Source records
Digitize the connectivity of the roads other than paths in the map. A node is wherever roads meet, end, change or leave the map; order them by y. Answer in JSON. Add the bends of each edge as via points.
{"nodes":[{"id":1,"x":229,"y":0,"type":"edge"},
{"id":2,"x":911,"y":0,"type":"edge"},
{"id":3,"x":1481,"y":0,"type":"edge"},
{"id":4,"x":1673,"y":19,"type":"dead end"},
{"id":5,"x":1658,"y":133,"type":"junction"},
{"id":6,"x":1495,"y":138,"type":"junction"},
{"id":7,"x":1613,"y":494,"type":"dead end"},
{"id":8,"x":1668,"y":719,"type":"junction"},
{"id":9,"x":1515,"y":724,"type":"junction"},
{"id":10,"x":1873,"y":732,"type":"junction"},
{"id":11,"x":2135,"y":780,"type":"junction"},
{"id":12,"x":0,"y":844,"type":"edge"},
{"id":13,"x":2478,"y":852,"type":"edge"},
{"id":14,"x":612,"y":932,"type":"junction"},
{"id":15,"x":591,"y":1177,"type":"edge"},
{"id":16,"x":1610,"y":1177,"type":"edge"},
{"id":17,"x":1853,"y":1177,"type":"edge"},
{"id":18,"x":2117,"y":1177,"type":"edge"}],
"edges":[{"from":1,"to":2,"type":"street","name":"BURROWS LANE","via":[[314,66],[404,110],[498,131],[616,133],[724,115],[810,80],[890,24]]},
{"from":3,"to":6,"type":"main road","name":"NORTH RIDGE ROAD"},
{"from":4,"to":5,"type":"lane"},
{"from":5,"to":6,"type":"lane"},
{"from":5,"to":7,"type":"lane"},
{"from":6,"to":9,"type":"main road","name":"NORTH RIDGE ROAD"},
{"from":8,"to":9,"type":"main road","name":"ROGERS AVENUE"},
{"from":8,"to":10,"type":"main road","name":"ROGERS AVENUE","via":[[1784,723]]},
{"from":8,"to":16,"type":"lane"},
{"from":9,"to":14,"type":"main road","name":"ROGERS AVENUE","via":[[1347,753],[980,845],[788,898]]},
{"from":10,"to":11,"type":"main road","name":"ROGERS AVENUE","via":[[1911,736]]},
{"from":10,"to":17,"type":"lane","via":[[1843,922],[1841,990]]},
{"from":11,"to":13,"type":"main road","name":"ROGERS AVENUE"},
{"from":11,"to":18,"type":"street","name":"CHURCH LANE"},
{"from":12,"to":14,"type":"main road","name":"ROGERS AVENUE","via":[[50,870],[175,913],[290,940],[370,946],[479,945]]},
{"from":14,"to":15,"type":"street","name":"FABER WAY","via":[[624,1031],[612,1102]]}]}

■ WHAT YOU NEED TO DO ■
The full data, repeated exactly, is the only acceptable output.

■ REPLY TO THE TASK ■
Digitize the connectivity of the roads other than paths in the map. A node is wherever roads meet, end, change or leave the map; order them by y. Answer in JSON. Add the bends of each edge as via points.
{"nodes":[{"id":1,"x":229,"y":0,"type":"edge"},
{"id":2,"x":911,"y":0,"type":"edge"},
{"id":3,"x":1481,"y":0,"type":"edge"},
{"id":4,"x":1673,"y":19,"type":"dead end"},
{"id":5,"x":1658,"y":133,"type":"junction"},
{"id":6,"x":1495,"y":138,"type":"junction"},
{"id":7,"x":1613,"y":494,"type":"dead end"},
{"id":8,"x":1668,"y":719,"type":"junction"},
{"id":9,"x":1515,"y":724,"type":"junction"},
{"id":10,"x":1873,"y":732,"type":"junction"},
{"id":11,"x":2135,"y":780,"type":"junction"},
{"id":12,"x":0,"y":844,"type":"edge"},
{"id":13,"x":2478,"y":852,"type":"edge"},
{"id":14,"x":612,"y":932,"type":"junction"},
{"id":15,"x":591,"y":1177,"type":"edge"},
{"id":16,"x":1610,"y":1177,"type":"edge"},
{"id":17,"x":1853,"y":1177,"type":"edge"},
{"id":18,"x":2117,"y":1177,"type":"edge"}],
"edges":[{"from":1,"to":2,"type":"street","name":"BURROWS LANE","via":[[314,66],[404,110],[498,131],[616,133],[724,115],[810,80],[890,24]]},
{"from":3,"to":6,"type":"main road","name":"NORTH RIDGE ROAD"},
{"from":4,"to":5,"type":"lane"},
{"from":5,"to":6,"type":"lane"},
{"from":5,"to":7,"type":"lane"},
{"from":6,"to":9,"type":"main road","name":"NORTH RIDGE ROAD"},
{"from":8,"to":9,"type":"main road","name":"ROGERS AVENUE"},
{"from":8,"to":10,"type":"main road","name":"ROGERS AVENUE","via":[[1784,723]]},
{"from":8,"to":16,"type":"lane"},
{"from":9,"to":14,"type":"main road","name":"ROGERS AVENUE","via":[[1347,753],[980,845],[788,898]]},
{"from":10,"to":11,"type":"main road","name":"ROGERS AVENUE","via":[[1911,736]]},
{"from":10,"to":17,"type":"lane","via":[[1843,922],[1841,990]]},
{"from":11,"to":13,"type":"main road","name":"ROGERS AVENUE"},
{"from":11,"to":18,"type":"street","name":"CHURCH LANE"},
{"from":12,"to":14,"type":"main road","name":"ROGERS AVENUE","via":[[50,870],[175,913],[290,940],[370,946],[479,945]]},
{"from":14,"to":15,"type":"street","name":"FABER WAY","via":[[624,1031],[612,1102]]}]}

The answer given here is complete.